In-Depth Analysis of Model Performance and Prediction Reliability

Among all end points investigated, the best models were obtained for TPO and TR. As these well-performing models will be of primary relevance to investigators, we conducted additional analyses with them in order to gain an in-depth understanding of model performance and the reliability of predictions. Since all algorithms showed a similar performance on TPO and TR, the analysis is exemplified for the RF models in combination with oversampling, which obtained a mean F1 score of 0.81 for both end points during 10-fold CV.

First, we investigated how the distance of the prediction probability to the decision boundary relates to the reliability of a prediction. More specifically, we gradually reduced the coverage of the model by removing compounds from the test set which are predicted with probabilities close to the decision threshold, starting with those closest to the boundary (Figure 7). For both the TPO and TR models, the F1 scores increased as more compounds close to the decision boundary were removed, indicating that there was a higher rate of wrong predictions among compounds closer to the cutoff.
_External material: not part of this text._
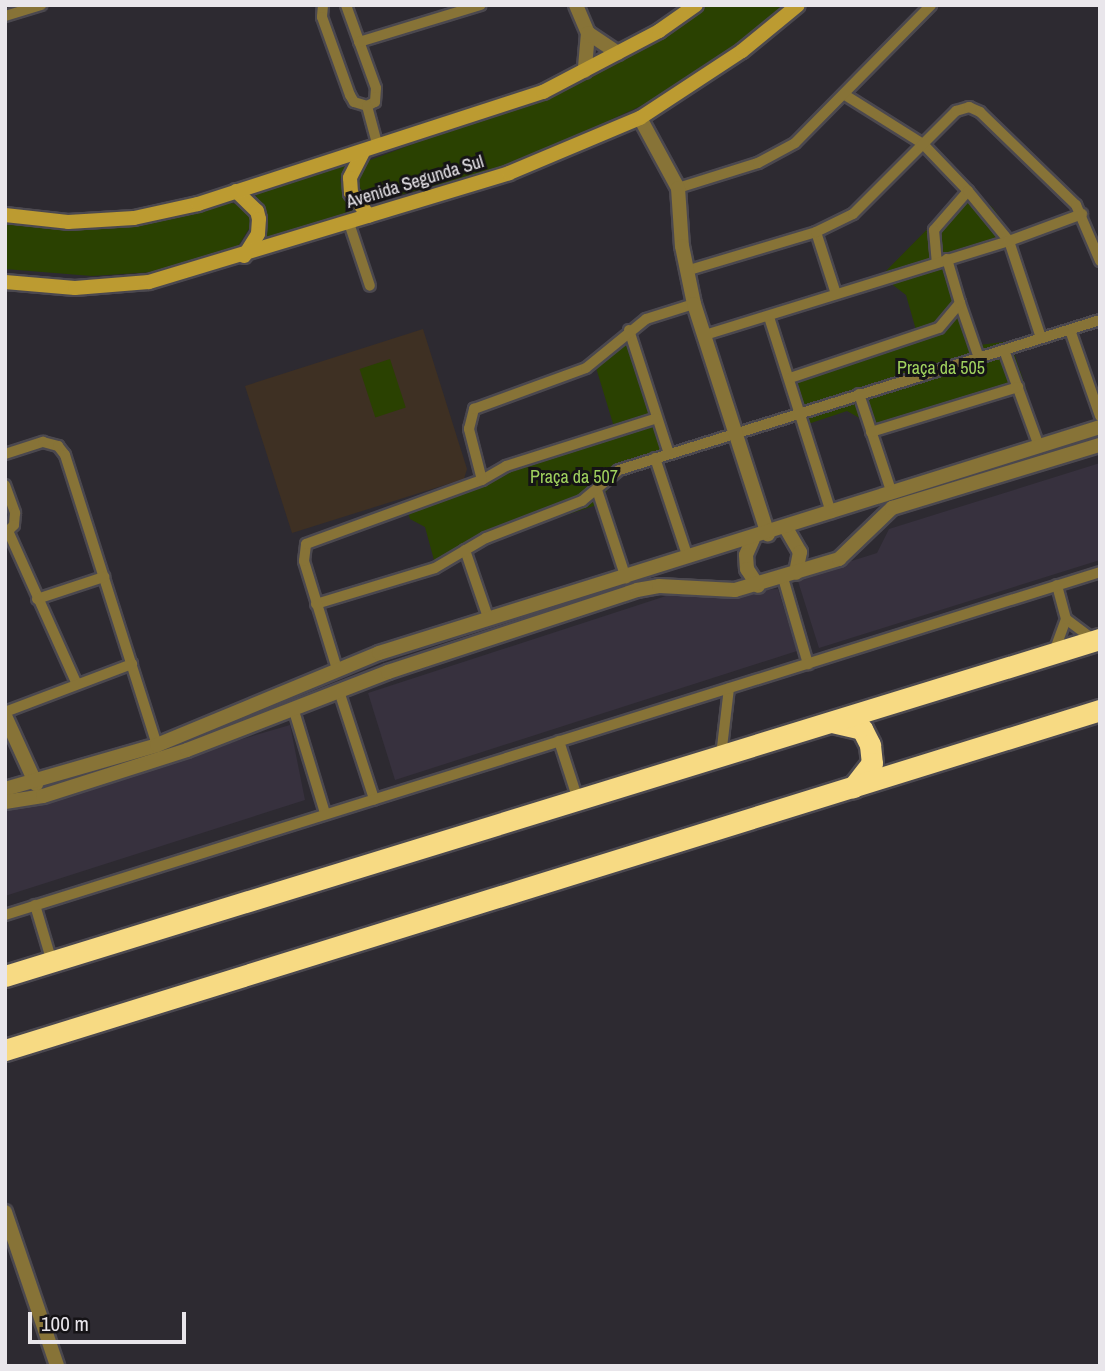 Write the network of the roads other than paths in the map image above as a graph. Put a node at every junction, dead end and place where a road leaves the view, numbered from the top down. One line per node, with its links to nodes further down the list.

We also investigated the number of compounds that are not covered by the model, as we increase the minimum distance to the decision threshold. When excluding around 20% of the test compounds, the TPO model had an F1 score of 0.86 (+0.05) and the TR model an F1 score of 0.89 (+0.07). Reducing the coverage of the model to those compounds predicted with high confidence could therefore increase the validity of the model.

Figure 7.

Changes in the F1 score (solid lines) and coverage (dashed lines), as compounds with predicted probabilities close to the decision boundary for the RF model of TPO (green) and TR (blue) were considered out of the applicability domain and removed.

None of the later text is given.